Not all pleasures are guilty, but Gucci’s fragrance fantasy is imbued with a sense of something bubbling beneath the surface. Could it be base notes of jealousy? The cast’s debonair demeanor in an art deco mansion reads ease and idle glamor, but moments of tension — a tearful exchange between Rocky and Garner; the brush of a bang from Page’s face — cut between the beguilement.
“They celebrate the countless iterations of love, embodying complete self-acceptance and showing how openness unleashes the purest form of expression,” Gucci said in a press release.
This unlikely group paints a subtle, somewhat surreal picture of a polyamorous relationship as the three exchange tears, glances, laughs and lustful gazes. The Harptones’ “Life is But a Dream” scores the campaign video with the sense that even things that seem are too good to be true are often not all that they seem. But all’s well that ends well – with the three collapsing (fully clothed) onto the floor for a subtext-heavy clothing scene.

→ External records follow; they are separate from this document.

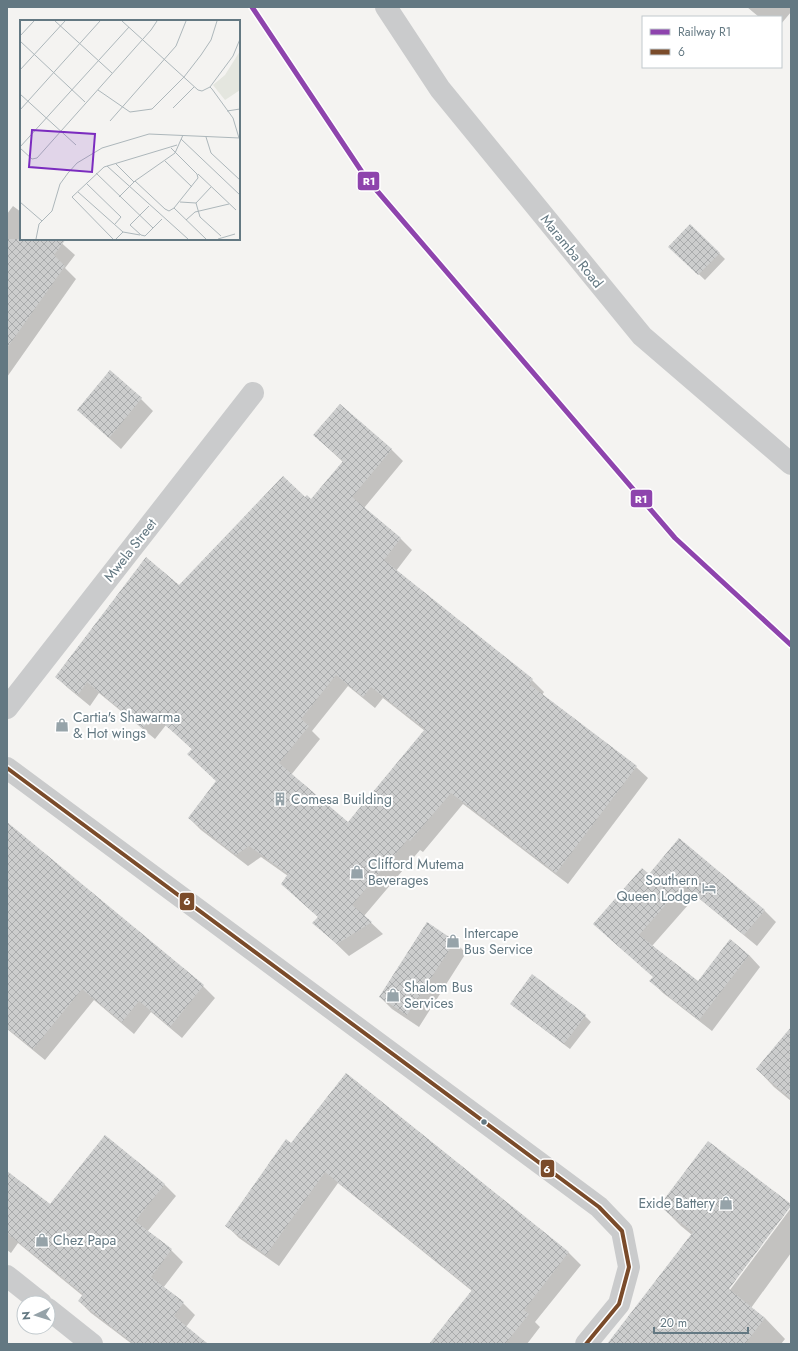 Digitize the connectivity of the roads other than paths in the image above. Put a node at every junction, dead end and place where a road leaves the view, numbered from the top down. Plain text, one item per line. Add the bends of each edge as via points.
1 (386, 7) edge
2 (252, 393) dead end
3 (791, 464) edge
4 (7, 708) edge
5 (7, 768) edge
6 (7, 1276) edge
7 (30, 1295) edge
8 (56, 1315) edge
9 (92, 1344) edge
10 (586, 1344) edge

1 - 3 street, Maramba Road via 440,89 642,336
2 - 4 street, Mwela Street
5 - 10 street via 599,1207 622,1231 629,1267 619,1304
6 - 7 street
8 - 9 street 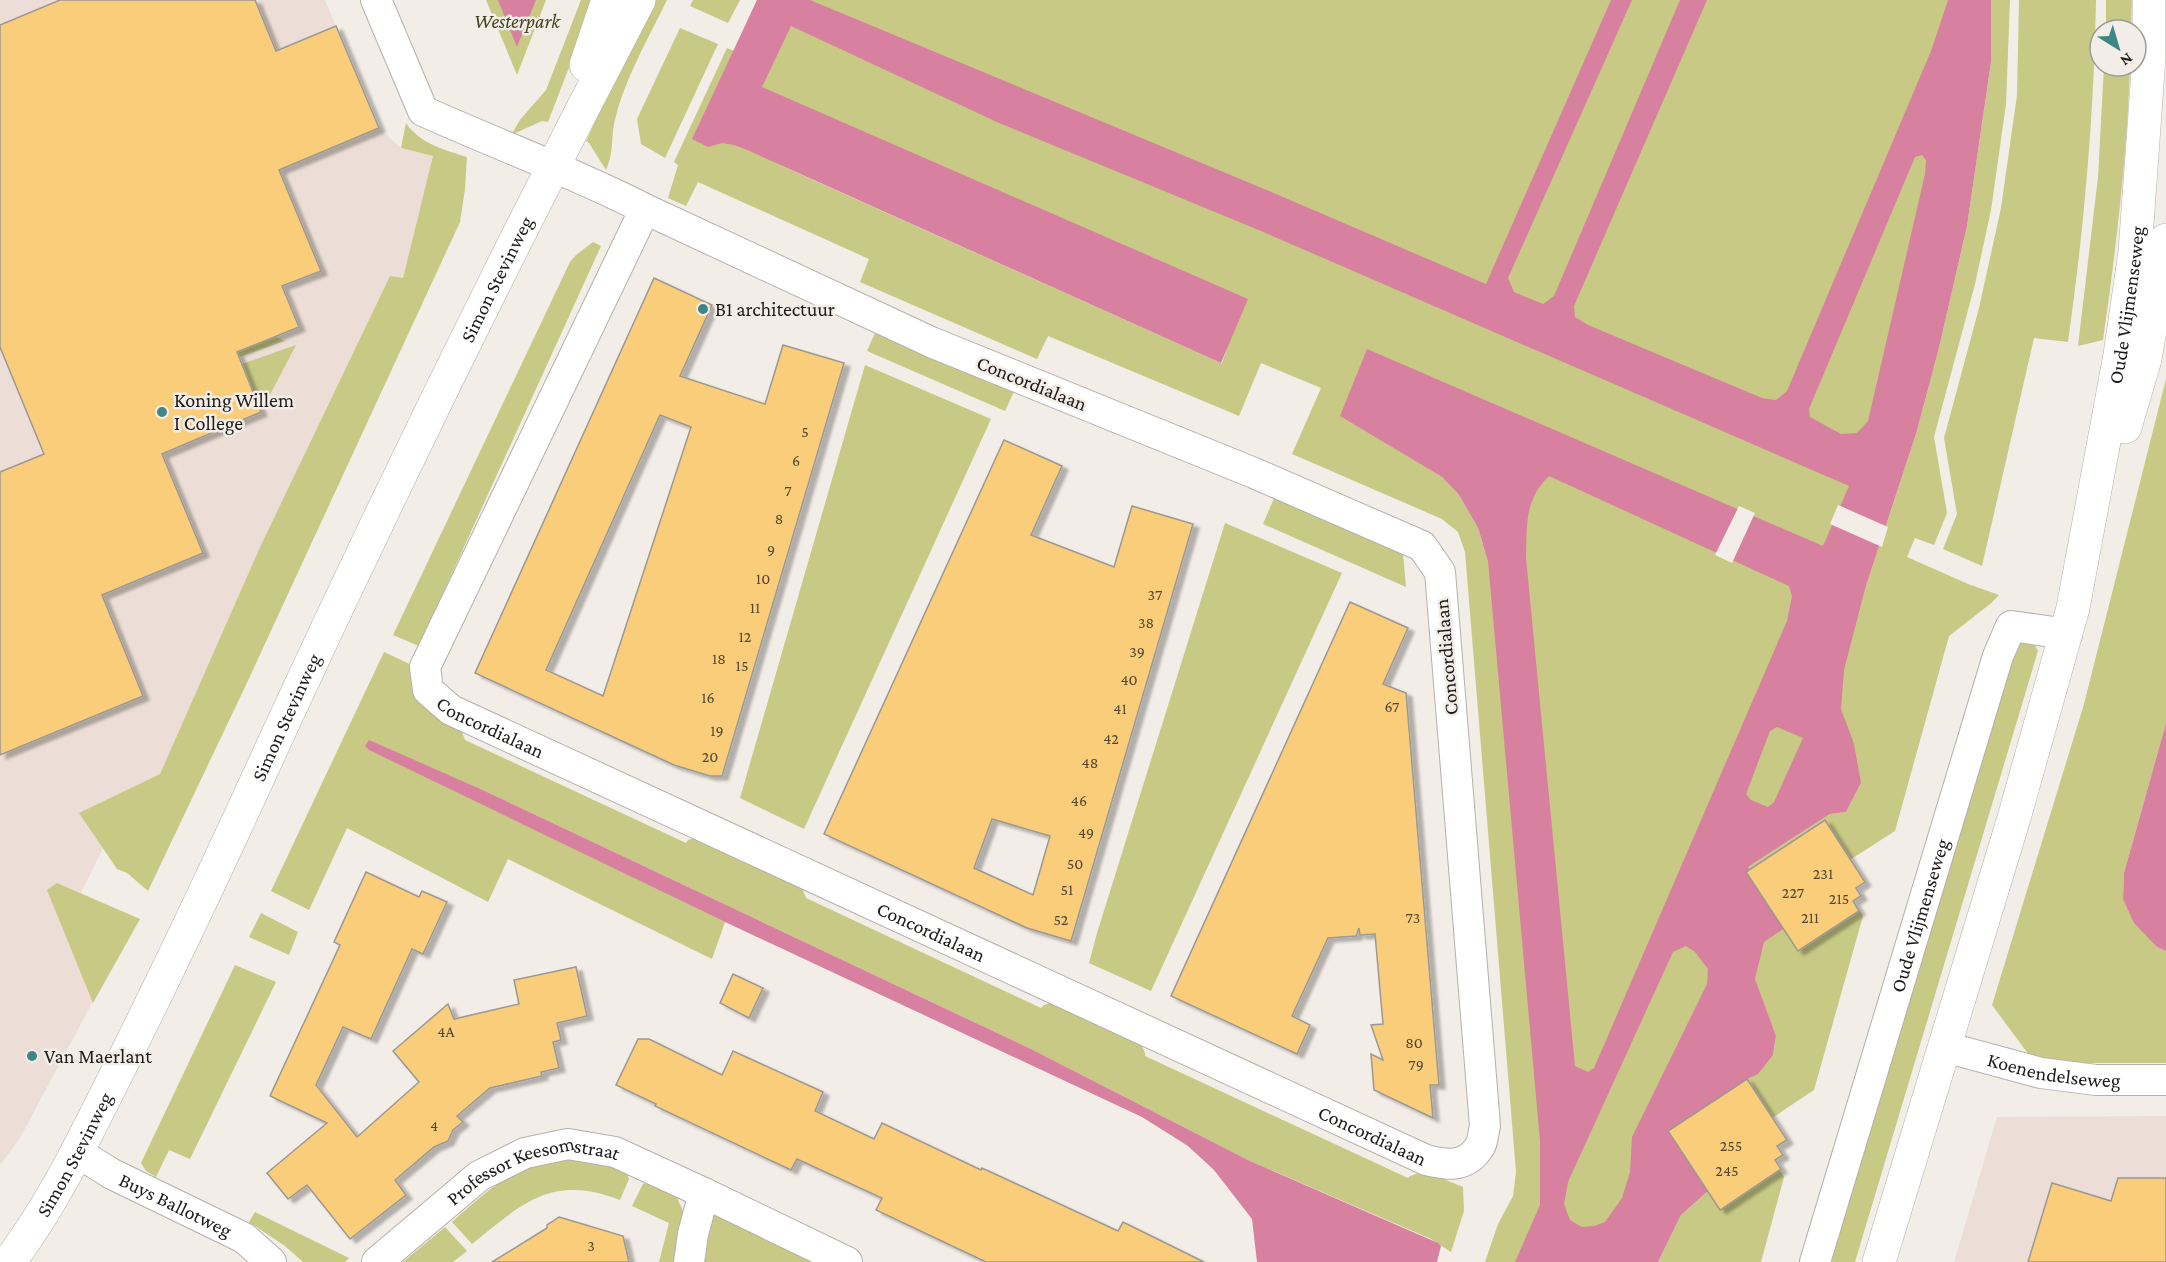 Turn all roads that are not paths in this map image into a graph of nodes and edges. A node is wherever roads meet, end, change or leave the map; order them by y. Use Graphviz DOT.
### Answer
graph roads {
  1 [pos="376,0"];
  2 [pos="608,0"];
  3 [pos="639,0"];
  4 [pos="2149,0"];
  5 [pos="552,166"];
  6 [pos="645,209"];
  7 [pos="2166,240"];
  8 [pos="2070,621"];
  9 [pos="1945,1047"];
  10 [pos="2166,1080"];
  11 [pos="77,1152"];
  12 [pos="704,1192"];
  13 [pos="9,1262"];
  14 [pos="271,1262"];
  15 [pos="377,1262"];
  16 [pos="689,1262"];
  17 [pos="847,1262"];
  18 [pos="1815,1262"];
  19 [pos="1879,1262"];
  1 -- 5 [label="street"];
  2 -- 5 [label="street, Simon Stevinweg"];
  3 -- 5 [label="street, Simon Stevinweg"];
  4 -- 8 [label="street, Oude Vlijmenseweg"];
  5 -- 6 [label="street, Concordialaan"];
  5 -- 11 [label="street, Simon Stevinweg"];
  6 -- 6 [label="street, Concordialaan"];
  7 -- 8 [label="street, Oude Vlijmenseweg"];
  8 -- 9 [label="street, Oude Vlijmenseweg"];
  8 -- 18 [label="street, Oude Vlijmenseweg"];
  9 -- 10 [label="street, Koenendelseweg"];
  9 -- 19 [label="street, Oude Vlijmenseweg"];
  11 -- 13 [label="street, Simon Stevinweg"];
  11 -- 14 [label="street, Buys Ballotweg"];
  12 -- 15 [label="street, Professor Keesomstraat"];
  12 -- 16 [label="street"];
  12 -- 17 [label="street, Professor Keesomstraat"];
}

The film, shot by photographer Glen Luchford, makes a point of being less sexually charged than an industry-standard fragrance ad, described as “an ode to self-acceptance, friendship and love in all its forms through a story of tenderness, imagination and curiosity” upon its announcement.
The campaign does signify a shift in a traditionally straight, cis-normative industry (although the fragrance still comes gendered). Fragrance campaigns that once touted the enigmatic damsel and dominant bachelor tropes are now moving in toward more inclusive relationships.
“Guilty” marks Page’s first fragrance campaign as well as Garner’s introduction to the Gucci-verse. Rocky has fronted fragrances before. As in any throuple, there were some on-set nerves to overcome, but their chemistry unfolded effortlessly on screen.
As Page told Elle in an interview, “Rocky and Julia are the loveliest people, and upon meeting them, my nerves evaporated. They are big-hearted, kind, sincere, hilarious, and grounded.”